Stored items:
--- START ---

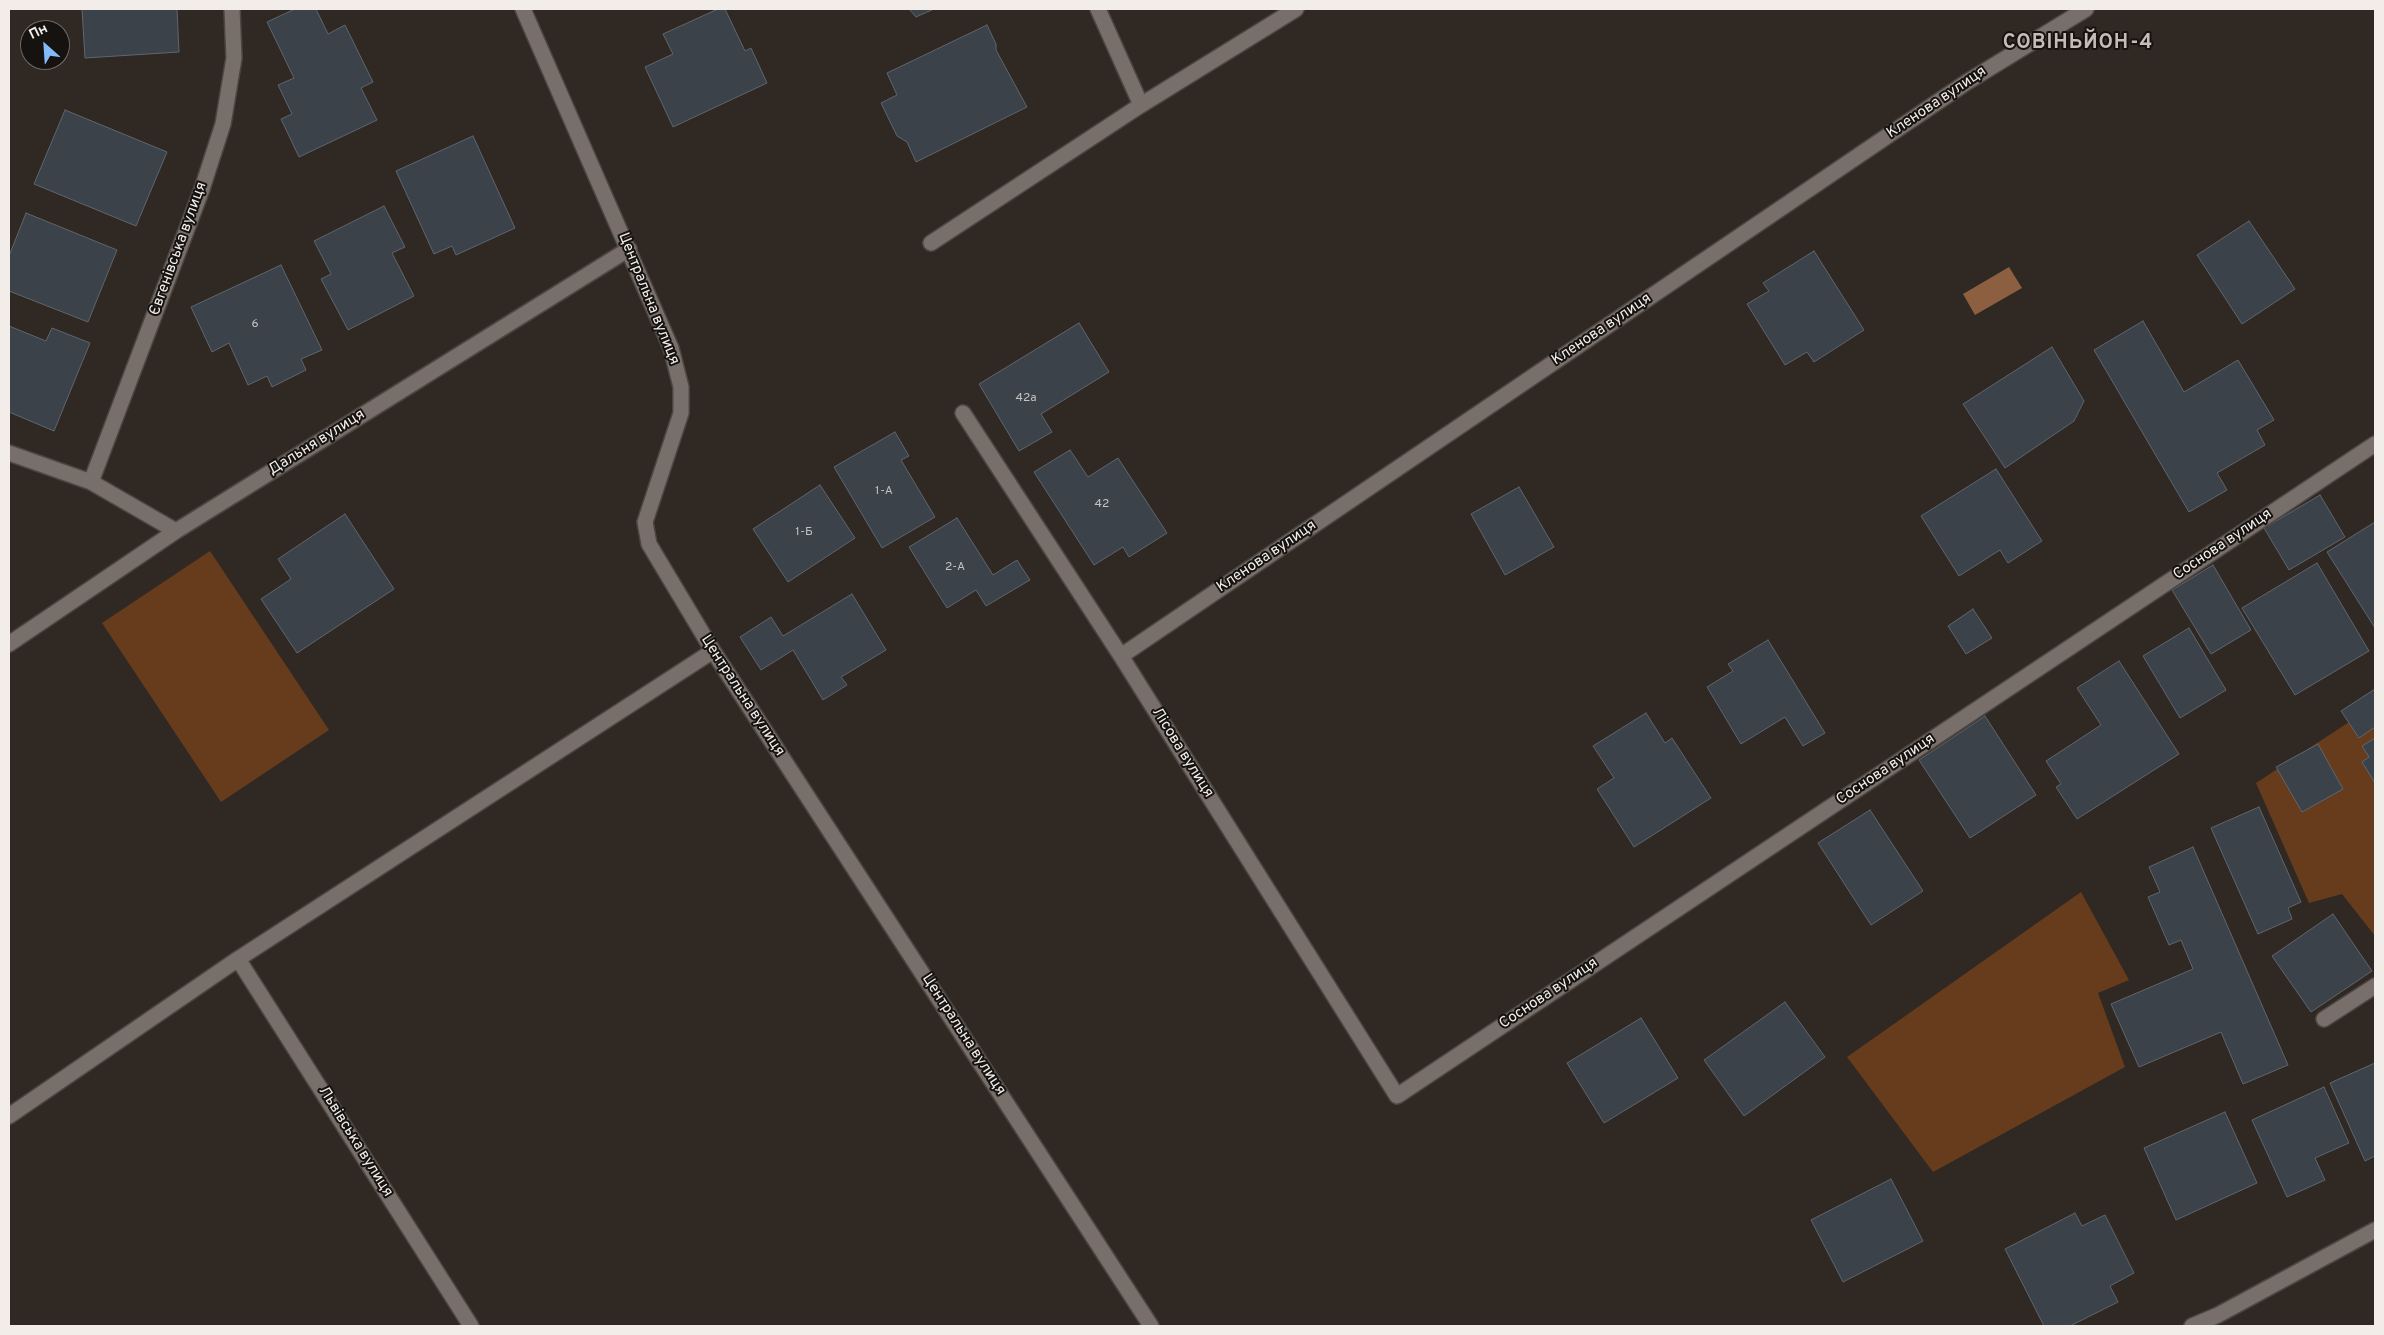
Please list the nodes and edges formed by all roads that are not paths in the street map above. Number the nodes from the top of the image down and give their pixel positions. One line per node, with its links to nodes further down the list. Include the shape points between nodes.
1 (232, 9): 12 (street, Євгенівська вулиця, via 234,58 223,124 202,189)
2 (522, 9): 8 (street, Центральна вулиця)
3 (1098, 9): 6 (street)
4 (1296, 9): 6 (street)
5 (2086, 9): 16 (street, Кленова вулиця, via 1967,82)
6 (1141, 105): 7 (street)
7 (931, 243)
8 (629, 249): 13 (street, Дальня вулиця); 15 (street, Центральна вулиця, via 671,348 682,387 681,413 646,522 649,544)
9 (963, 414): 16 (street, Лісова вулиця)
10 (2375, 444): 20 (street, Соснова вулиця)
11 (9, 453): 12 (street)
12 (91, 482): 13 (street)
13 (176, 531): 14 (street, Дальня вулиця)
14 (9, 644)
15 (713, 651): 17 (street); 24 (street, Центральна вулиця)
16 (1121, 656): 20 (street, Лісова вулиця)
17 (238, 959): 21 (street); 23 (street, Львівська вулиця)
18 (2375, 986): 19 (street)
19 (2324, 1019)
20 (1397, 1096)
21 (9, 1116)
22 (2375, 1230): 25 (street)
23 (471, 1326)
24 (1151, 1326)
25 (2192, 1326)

--- END ---

WHAT YOU NEED TO DO: What belongs in the answer is each line above, reproduced exactly, and no picture.

PROBLEM SOLUTION:
Please list the nodes and edges formed by all roads that are not paths in the street map above. Number the nodes from the top of the image down and give their pixel positions. One line per node, with its links to nodes further down the list. Include the shape points between nodes.
1 (232, 9): 12 (street, Євгенівська вулиця, via 234,58 223,124 202,189)
2 (522, 9): 8 (street, Центральна вулиця)
3 (1098, 9): 6 (street)
4 (1296, 9): 6 (street)
5 (2086, 9): 16 (street, Кленова вулиця, via 1967,82)
6 (1141, 105): 7 (street)
7 (931, 243)
8 (629, 249): 13 (street, Дальня вулиця); 15 (street, Центральна вулиця, via 671,348 682,387 681,413 646,522 649,544)
9 (963, 414): 16 (street, Лісова вулиця)
10 (2375, 444): 20 (street, Соснова вулиця)
11 (9, 453): 12 (street)
12 (91, 482): 13 (street)
13 (176, 531): 14 (street, Дальня вулиця)
14 (9, 644)
15 (713, 651): 17 (street); 24 (street, Центральна вулиця)
16 (1121, 656): 20 (street, Лісова вулиця)
17 (238, 959): 21 (street); 23 (street, Львівська вулиця)
18 (2375, 986): 19 (street)
19 (2324, 1019)
20 (1397, 1096)
21 (9, 1116)
22 (2375, 1230): 25 (street)
23 (471, 1326)
24 (1151, 1326)
25 (2192, 1326)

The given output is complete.